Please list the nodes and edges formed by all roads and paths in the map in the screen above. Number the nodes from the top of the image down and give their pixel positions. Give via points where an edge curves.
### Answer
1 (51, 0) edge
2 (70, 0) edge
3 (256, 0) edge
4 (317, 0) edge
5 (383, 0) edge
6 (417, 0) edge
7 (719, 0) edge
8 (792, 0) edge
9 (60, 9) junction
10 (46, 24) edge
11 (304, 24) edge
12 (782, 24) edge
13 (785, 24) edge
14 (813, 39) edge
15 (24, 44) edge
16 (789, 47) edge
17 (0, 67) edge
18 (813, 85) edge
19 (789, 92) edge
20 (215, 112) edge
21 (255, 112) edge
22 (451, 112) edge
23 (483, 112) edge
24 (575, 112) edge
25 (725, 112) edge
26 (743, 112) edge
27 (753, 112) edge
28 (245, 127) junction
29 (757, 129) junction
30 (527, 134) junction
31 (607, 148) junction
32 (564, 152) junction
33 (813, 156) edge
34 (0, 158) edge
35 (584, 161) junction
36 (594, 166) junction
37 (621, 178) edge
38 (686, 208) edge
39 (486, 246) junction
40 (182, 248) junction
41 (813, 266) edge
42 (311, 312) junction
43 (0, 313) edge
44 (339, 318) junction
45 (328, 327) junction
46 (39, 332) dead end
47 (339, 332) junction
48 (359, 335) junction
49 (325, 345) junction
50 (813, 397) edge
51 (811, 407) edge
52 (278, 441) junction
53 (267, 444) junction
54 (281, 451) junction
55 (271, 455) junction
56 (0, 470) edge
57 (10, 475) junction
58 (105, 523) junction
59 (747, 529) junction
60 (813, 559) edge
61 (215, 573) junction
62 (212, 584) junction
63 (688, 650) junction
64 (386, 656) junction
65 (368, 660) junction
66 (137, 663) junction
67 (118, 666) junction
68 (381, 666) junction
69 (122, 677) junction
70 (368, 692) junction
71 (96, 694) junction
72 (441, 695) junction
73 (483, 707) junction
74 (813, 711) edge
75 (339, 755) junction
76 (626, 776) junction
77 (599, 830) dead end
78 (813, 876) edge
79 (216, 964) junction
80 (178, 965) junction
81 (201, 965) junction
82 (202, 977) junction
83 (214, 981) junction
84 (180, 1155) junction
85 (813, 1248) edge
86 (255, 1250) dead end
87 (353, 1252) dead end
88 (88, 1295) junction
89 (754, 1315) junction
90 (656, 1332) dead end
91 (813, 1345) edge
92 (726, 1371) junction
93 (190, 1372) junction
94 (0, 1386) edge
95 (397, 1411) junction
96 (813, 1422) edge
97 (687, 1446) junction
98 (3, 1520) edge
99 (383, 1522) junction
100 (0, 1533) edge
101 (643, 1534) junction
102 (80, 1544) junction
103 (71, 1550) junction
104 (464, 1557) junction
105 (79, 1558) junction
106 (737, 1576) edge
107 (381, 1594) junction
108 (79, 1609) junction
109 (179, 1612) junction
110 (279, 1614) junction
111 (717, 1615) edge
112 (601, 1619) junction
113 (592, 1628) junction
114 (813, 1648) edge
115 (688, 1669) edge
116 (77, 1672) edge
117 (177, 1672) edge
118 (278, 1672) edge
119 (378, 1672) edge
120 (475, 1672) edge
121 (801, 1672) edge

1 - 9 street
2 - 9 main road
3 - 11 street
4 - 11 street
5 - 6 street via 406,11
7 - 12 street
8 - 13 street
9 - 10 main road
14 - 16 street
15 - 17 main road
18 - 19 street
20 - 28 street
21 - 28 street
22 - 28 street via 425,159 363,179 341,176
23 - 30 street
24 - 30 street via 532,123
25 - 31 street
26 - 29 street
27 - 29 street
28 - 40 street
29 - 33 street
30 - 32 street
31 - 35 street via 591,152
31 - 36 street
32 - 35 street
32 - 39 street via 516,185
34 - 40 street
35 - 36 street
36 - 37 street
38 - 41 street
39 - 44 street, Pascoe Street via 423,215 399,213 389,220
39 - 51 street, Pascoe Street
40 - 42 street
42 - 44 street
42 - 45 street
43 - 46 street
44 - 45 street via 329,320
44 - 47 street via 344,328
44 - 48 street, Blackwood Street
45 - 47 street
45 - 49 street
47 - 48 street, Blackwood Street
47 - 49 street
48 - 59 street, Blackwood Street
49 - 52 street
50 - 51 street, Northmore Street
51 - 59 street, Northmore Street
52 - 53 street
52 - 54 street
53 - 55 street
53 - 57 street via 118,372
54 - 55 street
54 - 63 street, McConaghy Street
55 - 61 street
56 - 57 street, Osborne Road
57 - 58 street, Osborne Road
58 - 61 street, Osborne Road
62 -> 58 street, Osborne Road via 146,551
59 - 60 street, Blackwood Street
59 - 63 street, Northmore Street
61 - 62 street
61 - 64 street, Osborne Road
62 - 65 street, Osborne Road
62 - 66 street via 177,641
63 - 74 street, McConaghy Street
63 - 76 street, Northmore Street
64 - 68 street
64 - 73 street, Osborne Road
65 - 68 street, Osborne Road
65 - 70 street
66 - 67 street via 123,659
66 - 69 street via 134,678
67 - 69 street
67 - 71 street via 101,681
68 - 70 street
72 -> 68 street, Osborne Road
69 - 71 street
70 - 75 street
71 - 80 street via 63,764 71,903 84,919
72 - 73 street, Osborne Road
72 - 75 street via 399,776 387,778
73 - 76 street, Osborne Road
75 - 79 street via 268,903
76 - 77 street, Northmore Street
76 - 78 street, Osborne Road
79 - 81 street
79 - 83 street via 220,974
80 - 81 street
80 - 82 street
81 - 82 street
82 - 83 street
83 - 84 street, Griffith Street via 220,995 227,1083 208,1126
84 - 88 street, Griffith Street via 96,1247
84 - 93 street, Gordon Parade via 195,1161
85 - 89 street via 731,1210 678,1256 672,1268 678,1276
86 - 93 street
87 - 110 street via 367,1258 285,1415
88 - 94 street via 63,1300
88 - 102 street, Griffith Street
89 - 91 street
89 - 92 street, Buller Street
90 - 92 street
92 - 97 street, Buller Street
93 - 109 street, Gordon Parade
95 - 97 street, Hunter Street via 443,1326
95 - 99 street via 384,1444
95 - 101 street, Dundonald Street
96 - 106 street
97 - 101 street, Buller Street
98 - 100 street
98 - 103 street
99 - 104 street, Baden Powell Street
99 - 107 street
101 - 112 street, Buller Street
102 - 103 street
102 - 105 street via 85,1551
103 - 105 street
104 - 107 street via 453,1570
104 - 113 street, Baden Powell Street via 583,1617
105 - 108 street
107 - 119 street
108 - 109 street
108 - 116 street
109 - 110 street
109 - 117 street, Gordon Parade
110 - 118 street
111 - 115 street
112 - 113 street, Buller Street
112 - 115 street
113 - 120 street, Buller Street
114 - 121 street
..............................
What the exercise asks: The word "McConaghy" appears in some lines above. Return every one of those lines.

Task solution:
54 - 63 street, McConaghy Street
63 - 74 street, McConaghy Street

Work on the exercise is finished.